Problem analysis and solution development mechanism for DATA (abstract and references only): data to algorithm translator analysis

DATA is an educational programming environment currently under development at the University of South Alabama. DATA has evolved from SLAW [Doran and Longenecker 1989], which uses structure charts [Law 1986] to represent algorithms in graphical trees. The main goal of DATA is to teach students to use data flow diagram analysis to solve formal analytic problems. A graphical design language based on structure charting is developed for the tool to represent algorithm and data structure designs. A visual execution system will be developed to display the execution of algorithms and the manipulation of data graphically. This part of the research is to develop a problem analysis and software design methodology for DATA. This methodology is based upon Box Structured Methodology [Mills et al 1987]. The Box Structured Methodology analyses a problem and represents its solution in terms of black boxes (external abstract views), state boxes (internal state views) and clear boxes (internal data abstractions). This research will incorporate a sub-system decomposition and control flow decision mechanisms to the methodology for its state migration and clear box expansion processes respectively. The data flow diagrams developed are transformed to an object oriented design [Alabiso 1988]. The design of control flow among objects is determined by the Law of Demeter [Lieberherr et al 1988]. Currently, a grammar for this mechanism is under development to incorporate with the grammar used in Box Structured Methodology. Future development will automate the methodology by implementing it into DATA.

Increased productivity using a preprocessor for Dataflex Fourth Generation Database Language (abstract)

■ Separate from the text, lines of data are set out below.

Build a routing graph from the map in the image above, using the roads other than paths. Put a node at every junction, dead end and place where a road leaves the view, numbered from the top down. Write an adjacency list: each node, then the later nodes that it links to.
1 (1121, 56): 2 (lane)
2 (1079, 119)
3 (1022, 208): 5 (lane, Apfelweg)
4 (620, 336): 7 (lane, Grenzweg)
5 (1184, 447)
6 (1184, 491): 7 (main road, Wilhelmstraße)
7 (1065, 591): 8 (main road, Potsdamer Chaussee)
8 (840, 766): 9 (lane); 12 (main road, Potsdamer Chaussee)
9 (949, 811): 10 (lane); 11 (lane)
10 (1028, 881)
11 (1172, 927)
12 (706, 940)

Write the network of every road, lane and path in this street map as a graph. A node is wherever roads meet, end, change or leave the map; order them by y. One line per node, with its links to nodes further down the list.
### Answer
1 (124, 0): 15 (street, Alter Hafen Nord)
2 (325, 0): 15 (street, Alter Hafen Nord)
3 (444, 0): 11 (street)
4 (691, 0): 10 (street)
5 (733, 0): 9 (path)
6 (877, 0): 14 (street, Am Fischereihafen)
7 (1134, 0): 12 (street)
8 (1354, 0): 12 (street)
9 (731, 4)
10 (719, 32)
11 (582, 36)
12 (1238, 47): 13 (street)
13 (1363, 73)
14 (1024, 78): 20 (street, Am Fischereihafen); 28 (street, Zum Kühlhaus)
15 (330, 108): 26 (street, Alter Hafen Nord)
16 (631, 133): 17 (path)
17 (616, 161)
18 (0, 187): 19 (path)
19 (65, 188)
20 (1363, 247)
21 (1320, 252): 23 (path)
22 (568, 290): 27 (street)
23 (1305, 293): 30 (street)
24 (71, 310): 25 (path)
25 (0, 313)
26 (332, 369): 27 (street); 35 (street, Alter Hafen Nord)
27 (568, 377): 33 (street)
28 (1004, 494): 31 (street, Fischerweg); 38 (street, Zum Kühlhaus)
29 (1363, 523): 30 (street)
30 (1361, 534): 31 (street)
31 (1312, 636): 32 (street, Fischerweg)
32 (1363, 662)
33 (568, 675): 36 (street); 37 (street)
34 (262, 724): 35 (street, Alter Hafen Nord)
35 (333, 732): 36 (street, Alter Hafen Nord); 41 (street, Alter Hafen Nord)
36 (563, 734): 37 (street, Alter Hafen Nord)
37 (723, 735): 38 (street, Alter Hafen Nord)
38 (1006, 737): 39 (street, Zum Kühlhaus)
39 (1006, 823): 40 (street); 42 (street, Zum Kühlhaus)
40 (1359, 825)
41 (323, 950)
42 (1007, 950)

Reusable code and higher generation languages have been sited as methods for systems development which will cause reduction of time to develop new code, and which will lead to significant reduction of developmental errors. In each generation of language syntactic elements of the language decompose into multiple statements at a lower level. Dataflex is a 4th GL associated with a hierarchical database. While it is an efficient language, it nonetheless consumes considerable numbers of statements to solve routine problems not solvable with its standard macros. Many routines seem to be repeated during development of many similar systems. A technique common among professional programmers is to clone whole programs. We proposed to build a preprocessor to automate the cloning process. It would either recognize keywords in a statement and then use associated parameters in an expansion process, or if no keywords were present, the statement would be copies without expansion. A scrolling window display routine command sequence was developed to test the preprocessor. Productivity gains of 25-50 to 1 were obtained with reduction or elimination of errors. While scrolling window routines are not inherently difficult, as much as 500 lines of code are required to handle a simple window, including editable fields, lookup or display-only type fields. To implement such a window #lines = 3 + # of fields in a line using the preprocessor. In development of accounting systems, posting routines were cloned wherein similar fields in one file were posted to fields in another file. Copy and update preprocessing macros increased coding efficiency by at least 25 to 1 these routines.